4 Answers

  1. The critic does not have to be able to do better, but he must explain his review not only from the point of view of his taste preferences, but also from the point of view of generally accepted quality standards. When a person simply expresses a personal opinion “like it or not” — this is not criticism. When a person pays attention to the advantages and disadvantages of things that are relevant to consumers, this is a real constructive criticism. The quality of criticism is determined by the benefits to potential consumers. If people who read the review gain benefits for themselves as a result, using or not using the item, then this means that they are a good critic.

  2. Situations are different, and you can also criticize in different ways. But I'd rather say no. And it's not just a matter of debt, because as the Americans say, no one owes anything to anyone. Rather, it is that criticism as such does not require anything. You don't have to have knowledge, status, or skills to criticize.It doesn't even need logic and rationality. All this is necessary in order for criticism to become weighty in the hands of the one who uses it.

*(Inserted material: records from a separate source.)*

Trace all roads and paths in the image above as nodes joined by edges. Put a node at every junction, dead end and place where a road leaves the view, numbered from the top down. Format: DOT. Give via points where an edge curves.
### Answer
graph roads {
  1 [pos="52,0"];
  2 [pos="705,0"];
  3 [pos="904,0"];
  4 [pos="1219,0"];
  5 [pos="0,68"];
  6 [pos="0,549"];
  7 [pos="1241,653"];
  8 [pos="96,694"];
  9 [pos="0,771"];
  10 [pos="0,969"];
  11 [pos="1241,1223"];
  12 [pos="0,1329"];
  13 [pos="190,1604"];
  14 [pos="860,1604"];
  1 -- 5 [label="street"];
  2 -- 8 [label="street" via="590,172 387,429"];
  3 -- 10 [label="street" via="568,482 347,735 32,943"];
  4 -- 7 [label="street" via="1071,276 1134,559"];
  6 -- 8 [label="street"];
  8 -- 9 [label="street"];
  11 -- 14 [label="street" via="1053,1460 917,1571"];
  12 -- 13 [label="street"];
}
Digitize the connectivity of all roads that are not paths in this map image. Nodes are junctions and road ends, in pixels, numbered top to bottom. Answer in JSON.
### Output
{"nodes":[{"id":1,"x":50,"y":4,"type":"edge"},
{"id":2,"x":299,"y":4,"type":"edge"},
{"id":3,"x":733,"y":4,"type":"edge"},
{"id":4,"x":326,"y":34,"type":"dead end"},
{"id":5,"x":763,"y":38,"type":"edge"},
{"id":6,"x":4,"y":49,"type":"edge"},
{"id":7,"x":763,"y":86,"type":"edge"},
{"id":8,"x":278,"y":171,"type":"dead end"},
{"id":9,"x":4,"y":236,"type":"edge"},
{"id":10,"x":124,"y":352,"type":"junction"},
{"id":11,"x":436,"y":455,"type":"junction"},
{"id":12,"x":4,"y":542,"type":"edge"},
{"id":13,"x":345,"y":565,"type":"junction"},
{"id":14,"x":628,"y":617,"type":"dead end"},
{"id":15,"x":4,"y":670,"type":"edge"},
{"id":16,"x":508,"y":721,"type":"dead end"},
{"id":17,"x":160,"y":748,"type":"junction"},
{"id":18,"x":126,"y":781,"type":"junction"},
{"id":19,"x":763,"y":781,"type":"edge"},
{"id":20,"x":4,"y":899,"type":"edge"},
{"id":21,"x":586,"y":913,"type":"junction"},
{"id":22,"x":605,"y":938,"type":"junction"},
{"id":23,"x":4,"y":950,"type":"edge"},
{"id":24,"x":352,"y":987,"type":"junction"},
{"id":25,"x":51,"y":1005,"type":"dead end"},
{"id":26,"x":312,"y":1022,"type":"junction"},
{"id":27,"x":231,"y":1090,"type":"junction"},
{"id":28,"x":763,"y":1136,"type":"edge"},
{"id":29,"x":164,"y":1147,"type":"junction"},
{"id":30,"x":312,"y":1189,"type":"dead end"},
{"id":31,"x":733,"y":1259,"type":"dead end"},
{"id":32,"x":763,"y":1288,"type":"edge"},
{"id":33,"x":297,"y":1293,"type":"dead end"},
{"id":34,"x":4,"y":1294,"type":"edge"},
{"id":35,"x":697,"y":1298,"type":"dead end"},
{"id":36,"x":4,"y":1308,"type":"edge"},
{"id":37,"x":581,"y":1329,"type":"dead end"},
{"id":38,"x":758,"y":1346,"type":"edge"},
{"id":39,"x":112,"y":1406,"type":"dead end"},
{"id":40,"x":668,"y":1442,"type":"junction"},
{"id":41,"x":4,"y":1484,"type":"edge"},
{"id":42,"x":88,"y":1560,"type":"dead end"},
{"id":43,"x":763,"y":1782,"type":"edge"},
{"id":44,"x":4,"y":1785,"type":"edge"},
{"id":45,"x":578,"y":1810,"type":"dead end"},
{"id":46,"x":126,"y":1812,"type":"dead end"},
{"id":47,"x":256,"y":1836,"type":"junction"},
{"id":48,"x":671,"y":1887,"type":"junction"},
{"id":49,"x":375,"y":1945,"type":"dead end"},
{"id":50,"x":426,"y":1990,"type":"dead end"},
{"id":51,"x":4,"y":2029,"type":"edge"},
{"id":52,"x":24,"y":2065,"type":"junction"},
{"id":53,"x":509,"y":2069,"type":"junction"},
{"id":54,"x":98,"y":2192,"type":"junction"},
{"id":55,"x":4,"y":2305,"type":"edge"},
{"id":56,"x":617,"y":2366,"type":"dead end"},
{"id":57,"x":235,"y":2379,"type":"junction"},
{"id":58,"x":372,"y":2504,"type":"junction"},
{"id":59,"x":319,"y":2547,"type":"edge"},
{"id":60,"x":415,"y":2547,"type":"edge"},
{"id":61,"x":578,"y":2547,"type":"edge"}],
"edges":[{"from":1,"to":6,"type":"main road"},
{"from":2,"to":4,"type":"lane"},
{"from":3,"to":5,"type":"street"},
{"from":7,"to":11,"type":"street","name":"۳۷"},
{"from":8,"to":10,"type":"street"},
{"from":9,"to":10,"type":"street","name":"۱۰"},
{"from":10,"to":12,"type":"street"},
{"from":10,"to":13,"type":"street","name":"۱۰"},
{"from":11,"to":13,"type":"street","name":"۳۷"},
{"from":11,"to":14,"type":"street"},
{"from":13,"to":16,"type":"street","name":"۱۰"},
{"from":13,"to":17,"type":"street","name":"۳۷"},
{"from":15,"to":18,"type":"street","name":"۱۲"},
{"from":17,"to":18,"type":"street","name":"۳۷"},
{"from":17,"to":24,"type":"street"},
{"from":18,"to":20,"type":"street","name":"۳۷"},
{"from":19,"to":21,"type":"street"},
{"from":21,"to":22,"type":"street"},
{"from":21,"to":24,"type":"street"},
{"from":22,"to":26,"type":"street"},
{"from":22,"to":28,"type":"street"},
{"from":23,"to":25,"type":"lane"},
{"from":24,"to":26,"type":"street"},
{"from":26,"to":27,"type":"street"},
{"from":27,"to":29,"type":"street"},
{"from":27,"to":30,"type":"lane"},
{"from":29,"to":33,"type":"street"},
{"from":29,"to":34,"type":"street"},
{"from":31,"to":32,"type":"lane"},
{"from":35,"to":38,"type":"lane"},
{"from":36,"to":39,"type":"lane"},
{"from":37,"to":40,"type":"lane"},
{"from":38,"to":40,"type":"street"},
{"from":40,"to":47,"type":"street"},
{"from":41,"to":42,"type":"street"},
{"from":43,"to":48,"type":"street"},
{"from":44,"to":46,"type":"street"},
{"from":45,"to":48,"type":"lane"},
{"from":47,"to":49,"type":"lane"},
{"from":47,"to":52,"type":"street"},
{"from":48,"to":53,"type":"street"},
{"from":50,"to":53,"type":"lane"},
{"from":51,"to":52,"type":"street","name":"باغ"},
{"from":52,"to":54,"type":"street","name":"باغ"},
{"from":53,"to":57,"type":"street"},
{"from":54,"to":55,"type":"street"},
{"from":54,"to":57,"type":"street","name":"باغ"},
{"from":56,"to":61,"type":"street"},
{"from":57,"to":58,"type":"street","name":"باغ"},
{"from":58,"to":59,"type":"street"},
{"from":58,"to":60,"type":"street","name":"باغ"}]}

  3. There is criticism from the performer, for example :” I would make it easier here, faster here, and more ergonomic here, reducing time and money costs”

    And there is criticism from the user. After all, to criticize the falling straps of a dress or under-salted borscht, you do not need to be able to sew or cook perfectly.

  4. Here there is a slippery line between “respect for other people's work” and “hack for profit”. Where is the line between hackery and work that needs to be respected? In fact, yes, if you criticize , then offer the best solution. After all, you have all the options not to use the result of work that you do not like. In developed countries, it may even be that a person may stop communicating with you altogether if you start driving them to work.